● **Instructions for the task**
Every line below is to be given again precisely; images are to be left out.

● **Material provided**
#####

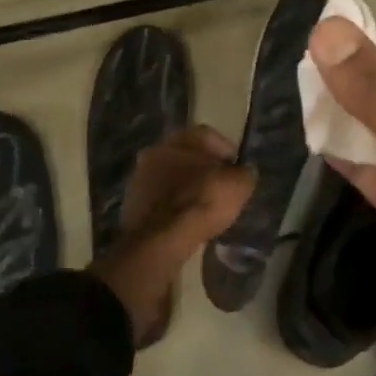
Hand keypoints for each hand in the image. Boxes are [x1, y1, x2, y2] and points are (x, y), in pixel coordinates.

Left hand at [123, 126, 252, 246]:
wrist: (159, 240)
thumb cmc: (202, 202)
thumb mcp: (238, 186)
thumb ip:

#####

● **Your response**
Hand keypoints for each hand in the image. Boxes are [x1, y1, x2, y2] and points are (x, y), in pixel coordinates.

Left hand at [123, 126, 252, 246]:
wrist: (159, 240)
thumb cmc: (202, 202)
thumb mcp: (238, 186)
thumb ip:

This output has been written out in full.